Although there are many other factors affecting the risk of AMR in such contexts, such as access and regulation of antimicrobials, one area that is emphasised in global guidance is the importance of raising public awareness on the issue. One promising and well-used approach to raising awareness, particularly in LMICs, is through community engagement approaches. However, to the best of our knowledge, community engagement approaches to address AMR have not been evaluated anywhere in the world. In order to address this gap, a world-leading research group has been established that builds partnerships between six research organisations and project partners in Bangladesh and the United Kingdom.
The aim of this study is to test the effectiveness of a particular, well-developed, community engagement approach, known as the Community Dialogues Approach (CDA). Specifically, the researchers aim to test whether the CDA will improve levels of correct knowledge among community members about antimicrobials and about preventing antimicrobial resistance through knowledge about appropriate use of antimicrobials (both for human and animal health) and appropriate practices around water, sanitation and hygiene issues.
Who can participate?
Any community members aged 18-49 who have been living within the community for the past 12 months without having lived outside the community during that period for more than a total of 1 month.

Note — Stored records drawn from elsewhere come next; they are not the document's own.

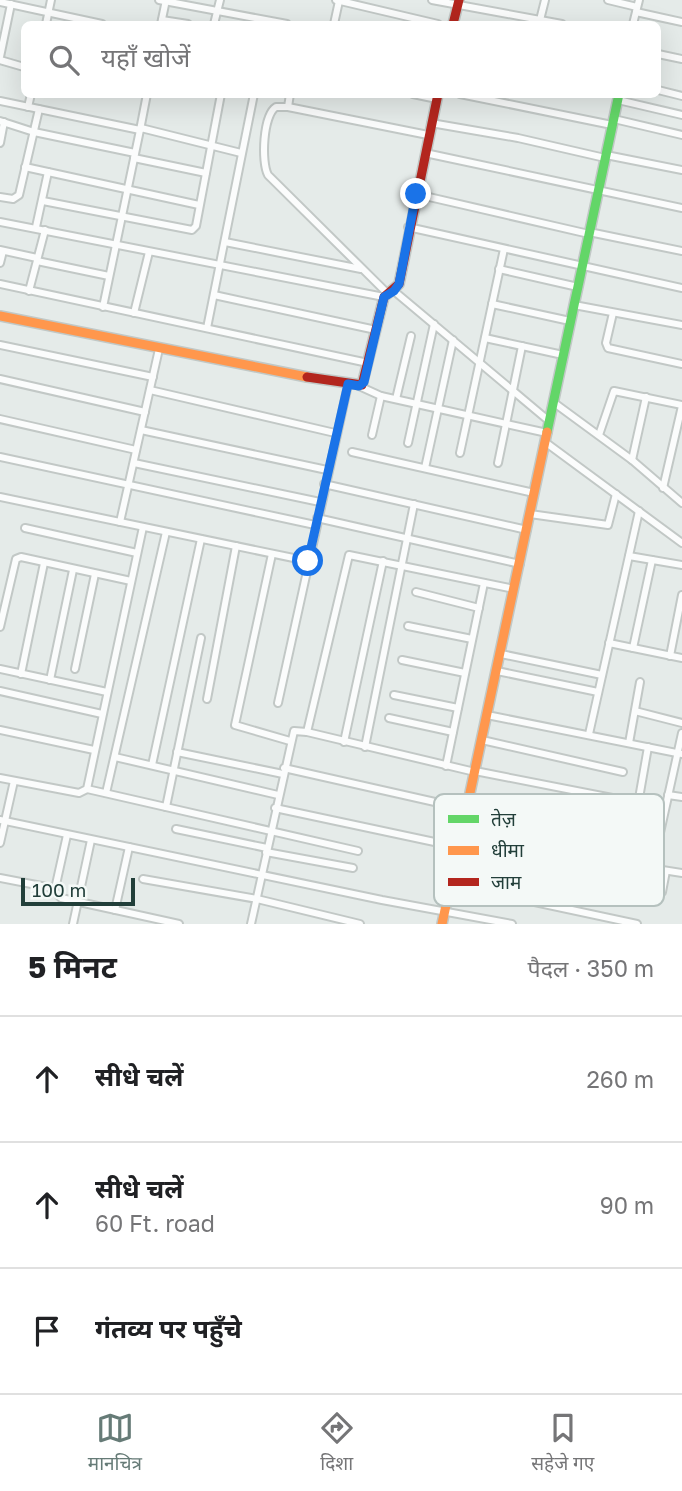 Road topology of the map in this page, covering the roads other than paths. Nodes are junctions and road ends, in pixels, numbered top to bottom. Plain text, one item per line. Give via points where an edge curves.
1 (51, 0) edge
2 (220, 0) edge
3 (337, 0) edge
4 (432, 0) edge
5 (545, 0) edge
6 (608, 0) edge
7 (164, 1) edge
8 (0, 2) edge
9 (458, 3) edge
10 (11, 4) junction
11 (637, 6) edge
12 (217, 11) junction
13 (48, 12) junction
14 (46, 21) edge
15 (88, 21) edge
16 (162, 21) edge
17 (215, 21) edge
18 (271, 21) edge
19 (334, 21) edge
20 (425, 21) edge
21 (454, 21) edge
22 (535, 21) edge
23 (539, 21) edge
24 (682, 22) edge
25 (661, 55) edge
26 (0, 58) edge
27 (682, 59) edge
28 (21, 66) edge
29 (661, 91) edge
30 (682, 96) edge
31 (30, 98) edge
32 (145, 98) edge
33 (220, 98) edge
34 (253, 98) edge
35 (289, 98) edge
36 (438, 98) edge
37 (482, 98) edge
38 (618, 98) edge
39 (622, 98) edge
40 (0, 101) edge
41 (28, 107) junction
42 (288, 107) junction
43 (39, 109) junction
44 (682, 115) edge
45 (2, 121) edge
46 (613, 122) junction
47 (432, 123) junction
48 (140, 129) junction
49 (33, 132) junction
50 (429, 135) junction
51 (682, 135) edge
52 (0, 143) edge
53 (211, 144) junction
54 (241, 153) junction
55 (425, 153) junction
56 (135, 156) junction
57 (605, 157) junction
58 (25, 167) junction
59 (682, 170) edge
60 (48, 172) junction
61 (206, 173) junction
62 (128, 190) junction
63 (598, 191) junction
64 (416, 194) junction
65 (0, 197) edge
66 (43, 201) junction
67 (200, 205) junction
68 (682, 208) edge
69 (122, 216) junction
70 (0, 222) edge
71 (36, 227) junction
72 (408, 227) junction
73 (45, 230) junction
74 (589, 233) junction
75 (225, 242) junction
76 (116, 246) junction
77 (504, 249) junction
78 (1, 251) edge
79 (682, 251) edge
80 (149, 252) junction
81 (37, 260) junction
82 (0, 263) edge
83 (220, 263) junction
84 (582, 266) junction
85 (363, 270) junction
86 (499, 270) junction
87 (110, 276) junction
88 (0, 284) edge
89 (578, 287) junction
90 (682, 288) edge
91 (29, 291) junction
92 (388, 294) junction
93 (214, 295) junction
94 (492, 304) junction
95 (574, 305) junction
96 (103, 307) junction
97 (134, 313) junction
98 (613, 313) junction
99 (0, 316) edge
100 (570, 321) junction
101 (434, 324) junction
102 (682, 324) edge
103 (207, 328) junction
104 (376, 330) junction
105 (411, 336) dead end
106 (485, 338) junction
107 (453, 340) junction
108 (0, 345) edge
109 (522, 346) junction
110 (159, 349) junction
111 (563, 355) junction
112 (479, 362) junction
113 (368, 363) junction
114 (682, 365) edge
115 (153, 377) junction
116 (0, 379) edge
117 (348, 384) junction
118 (359, 386) junction
119 (150, 390) junction
120 (513, 390) junction
121 (381, 396) junction
122 (646, 397) junction
123 (396, 400) junction
124 (553, 402) junction
125 (417, 404) junction
126 (682, 405) edge
127 (438, 409) junction
128 (145, 412) junction
129 (468, 415) junction
130 (0, 419) edge
131 (549, 421) junction
132 (505, 424) junction
133 (141, 430) junction
134 (335, 433) junction
135 (372, 435) dead end
136 (599, 435) junction
137 (546, 437) junction
138 (408, 443) dead end
139 (136, 450) junction
140 (352, 452) dead end
141 (460, 453) dead end
142 (0, 457) edge
143 (632, 460) junction
144 (134, 463) junction
145 (498, 463) dead end
146 (425, 468) junction
147 (327, 470) junction
148 (130, 484) junction
149 (324, 484) junction
150 (663, 488) junction
151 (534, 493) junction
152 (617, 494) junction
153 (0, 497) edge
154 (320, 502) junction
155 (682, 503) edge
156 (414, 505) junction
157 (639, 511) junction
158 (530, 514) junction
159 (316, 521) junction
160 (120, 522) junction
161 (143, 527) junction
162 (25, 528) dead end
163 (527, 530) junction
164 (166, 532) junction
165 (201, 539) junction
166 (407, 540) junction
167 (682, 542) edge
168 (236, 546) junction
169 (137, 553) junction
170 (272, 554) junction
171 (629, 556) junction
172 (652, 559) junction
173 (308, 561) junction
174 (383, 561) junction
175 (44, 563) junction
176 (520, 564) junction
177 (682, 565) edge
178 (402, 566) junction
179 (74, 570) junction
180 (95, 574) junction
181 (131, 581) junction
182 (484, 583) junction
183 (514, 589) junction
184 (416, 592) dead end
185 (682, 595) edge
186 (479, 608) junction
187 (408, 626) dead end
188 (0, 627) edge
189 (201, 638) dead end
190 (472, 639) junction
191 (610, 643) junction
192 (633, 648) junction
193 (501, 654) junction
194 (670, 656) junction
195 (682, 658) edge
196 (402, 660) dead end
197 (0, 669) edge
198 (75, 669) dead end
199 (497, 671) junction
200 (465, 673) junction
201 (21, 674) junction
202 (602, 675) junction
203 (50, 680) junction
204 (640, 682) dead end
205 (0, 691) edge
206 (598, 691) junction
207 (107, 692) junction
208 (394, 695) dead end
209 (207, 699) dead end
210 (278, 703) dead end
211 (458, 708) junction
212 (635, 710) junction
213 (102, 714) junction
214 (487, 715) junction
215 (389, 718) dead end
216 (682, 723) edge
217 (0, 730) edge
218 (307, 732) junction
219 (453, 732) junction
220 (682, 733) edge
221 (589, 734) junction
222 (482, 740) junction
223 (290, 741) junction
224 (344, 742) junction
225 (629, 743) junction
226 (365, 747) junction
227 (648, 747) junction
228 (94, 750) junction
229 (177, 752) junction
230 (680, 754) edge
231 (115, 757) junction
232 (152, 765) junction
233 (446, 766) junction
234 (283, 771) junction
235 (475, 771) junction
236 (173, 772) junction
237 (622, 772) dead end
238 (0, 778) edge
239 (14, 781) junction
240 (87, 789) junction
241 (106, 793) junction
242 (470, 794) edge
243 (592, 794) edge
244 (640, 794) edge
245 (278, 795) junction
246 (668, 795) junction
247 (682, 797) edge
248 (434, 802) edge
249 (166, 807) junction
250 (275, 808) junction
251 (664, 814) edge
252 (2, 821) edge
253 (176, 829) dead end
254 (270, 830) junction
255 (67, 835) junction
256 (91, 839) junction
257 (0, 843) edge
258 (434, 845) edge
259 (129, 848) junction
260 (267, 850) junction
261 (358, 850) dead end
262 (354, 868) dead end
263 (666, 871) joint
264 (682, 873) edge
265 (262, 876) junction
266 (0, 878) edge
267 (143, 879) dead end
268 (664, 885) edge
269 (55, 889) junction
270 (257, 900) junction
271 (78, 902) junction
272 (446, 906) edge
273 (553, 906) edge
274 (115, 910) junction
275 (445, 910) junction
276 (142, 920) edge
277 (73, 924) edge
278 (174, 924) edge
279 (251, 924) edge
280 (360, 924) edge
281 (442, 924) edge
282 (512, 924) edge
283 (637, 924) edge

1 - 13 street
2 - 12 street
3 - 19 street
3 - 20 street
4 - 9 street
5 - 23 street
6 - 11 street
7 - 12 street
7 - 16 street
8 - 10 street
9 - 21 street
9 - 22 street
10 - 13 street
10 - 26 street
11 - 24 street
12 - 17 street
12 - 18 street
13 - 14 street
13 - 15 street
25 - 27 street
26 - 28 street
29 - 30 street
31 - 41 street
32 - 48 street
33 - 53 street
34 - 54 street
35 - 42 street
36 - 47 street
37 - 46 street
38 - 46 street
39 - 44 street
40 - 41 street
41 - 43 street
42 - 50 street
42 - 85 street via 271,110 264,168
43 - 48 street
43 - 49 street
45 - 49 street
45 - 52 street
46 - 51 street
46 - 57 street
47 - 50 street
47 - 57 street
48 - 53 street
48 - 56 street
49 - 56 street
49 - 58 street
50 - 55 street
53 - 54 street
53 - 61 street
54 - 75 street
55 - 63 street
55 - 64 street
56 - 61 street
56 - 62 street
57 - 59 street
57 - 63 street
58 - 60 street
58 - 65 street via 16,198
60 - 62 street
60 - 66 street
61 - 67 street
62 - 67 street
62 - 69 street
63 - 68 street
63 - 74 street
64 - 72 street
64 - 74 street
66 - 69 street
66 - 71 street
67 - 69 street via 192,230
69 - 76 street
70 - 71 street
71 - 73 street
72 - 77 street
72 - 92 street via 399,284
73 - 76 street
73 - 81 street
74 - 79 street
74 - 84 street
75 - 83 street
75 - 85 street
76 - 80 street
76 - 87 street
77 - 84 street
77 - 86 street
78 - 81 street
78 - 82 street
80 - 83 street
80 - 97 street
81 - 87 street
81 - 91 street
83 - 92 street
83 - 93 street
84 - 89 street
84 - 90 street
85 - 92 street
86 - 89 street
86 - 94 street
87 - 96 street
88 - 91 street
89 - 95 street
91 - 96 street
92 - 101 street
92 - 104 street
93 - 103 street
93 - 104 street
94 - 100 street
94 - 106 street
95 - 98 street
95 - 100 street
96 - 97 street
97 - 103 street
98 - 102 street
98 - 114 street via 608,348
99 - 110 street
100 - 111 street
101 - 107 street
101 - 125 street
103 - 113 street
104 - 113 street
105 - 123 street
106 - 109 street
106 - 112 street
107 - 112 street
107 - 127 street
108 - 115 street
109 - 111 street
109 - 120 street
110 - 115 street
110 - 117 street
111 - 124 street
112 - 120 street
112 - 129 street
113 - 118 street
115 - 119 street
116 - 128 street
117 - 118 street
117 - 134 street
118 - 121 street
119 - 128 street
119 - 134 street
120 - 131 street
120 - 132 street
121 - 123 street
121 - 135 street
122 - 126 street
122 - 136 street via 614,391
122 - 143 street
123 - 125 street
124 - 131 street
124 - 136 street
125 - 127 street
125 - 138 street
126 - 150 street
127 - 129 street
127 - 146 street
128 - 133 street
129 - 132 street
129 - 141 street
130 - 139 street
131 - 137 street
132 - 137 street
132 - 145 street
133 - 139 street
133 - 147 street
134 - 147 street
136 - 143 street
137 - 151 street
137 - 152 street
139 - 144 street
140 - 146 street
142 - 148 street
143 - 150 street
144 - 148 street
144 - 154 street
146 - 151 street
147 - 149 street
148 - 159 street
148 - 160 street
149 - 154 street
149 - 156 street
150 - 155 street
151 - 158 street
152 - 157 street
152 - 158 street via 608,525
153 - 160 street
154 - 159 street
156 - 163 street
156 - 166 street
157 - 167 street
157 - 171 street
158 - 163 street
159 - 166 street
159 - 173 street
160 - 161 street
161 - 164 street
161 - 169 street
162 - 169 street
163 - 176 street
164 - 165 street
164 - 231 street
165 - 168 street
165 - 232 street
166 - 176 street
166 - 178 street
168 - 170 street
168 - 209 street
169 - 181 street
170 - 173 street
170 - 223 street via 235,725
171 - 172 street
171 - 191 street
172 - 177 street
172 - 192 street
173 - 210 street
174 - 178 street
174 - 218 street via 354,555 346,559
174 - 224 street
175 - 179 street
175 - 188 street via 21,557 13,562
175 - 201 street
176 - 183 street
178 - 182 street
178 - 226 street
179 - 180 street
179 - 203 street
180 - 181 street
180 - 198 street
181 - 207 street
182 - 183 street
182 - 186 street
183 - 193 street
184 - 186 street
185 - 194 street
186 - 190 street
187 - 190 street
189 - 229 street
190 - 200 street
191 - 192 street
191 - 202 street
192 - 194 street
193 - 199 street
193 - 202 street
194 - 195 street
196 - 200 street
197 - 201 street
199 - 206 street
199 - 214 street
200 - 211 street
201 - 203 street
202 - 206 street
203 - 207 street
204 - 212 street
205 - 213 street
206 - 221 street
207 - 213 street
208 - 211 street
211 - 219 street
212 - 216 street
212 - 225 street
213 - 228 street
214 - 221 street
214 - 222 street
215 - 219 street
217 - 228 street
218 - 223 street via 294,731
218 - 224 street
219 - 233 street
220 - 230 street
221 - 225 street
222 - 235 street
222 - 237 street
223 - 234 street
224 - 226 street
225 - 227 street
226 - 233 street
227 - 230 street
227 - 244 street
228 - 240 street
229 - 234 street
229 - 236 street
230 - 246 street
231 - 232 street
231 - 241 street
232 - 236 street
233 - 235 street
234 - 245 street
234 - 248 street
235 - 242 street
235 - 243 street
236 - 245 street
236 - 249 street
238 - 239 street
239 - 240 street via 79,793
239 - 252 street
240 - 241 street
241 - 249 street
245 - 250 street
246 - 247 street
246 - 251 street
249 - 254 street
250 - 254 street
250 - 258 street
252 - 255 street
252 - 257 street
253 - 260 street
254 - 260 street
254 - 261 street
255 - 256 street
255 - 269 street
256 - 259 street
256 - 271 street
259 - 265 street
259 - 274 street
260 - 262 street
260 - 265 street
263 - 264 street
263 - 268 street
265 - 270 street
265 - 275 street
266 - 269 street
267 - 270 street
269 - 271 street via 58,897
270 - 279 street
270 - 280 street
271 - 274 street
271 - 277 street
272 - 275 street
273 - 283 street
274 - 276 street
275 - 281 street
275 - 282 street
276 - 278 street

What does the study involve?
A set of rural communities in Cumilla district, Bangladesh will receive the community dialogues educational process. The researchers will then compare how community members’ levels of knowledge about the issues discussed change compared to community members from another set of randomly chosen communities that will not receive the educational process or any inputs from the study team.
The researchers will compare how the CDA, delivered by (voluntary) members of the community through short lectures and facilitated discussions, affects community members’ levels of correct and appropriate knowledge about antimicrobials, antimicrobial resistance and how to prevent antimicrobial resistance via appropriate practices around antimicrobial use in humans and animals, as well as appropriate practices around health issues related to water, sanitation and hygiene issues. The researchers will compare the levels of correct and appropriate knowledge about these issues in community members who live in communities where the intervention is delivered to community members from other communities where no such intervention is delivered.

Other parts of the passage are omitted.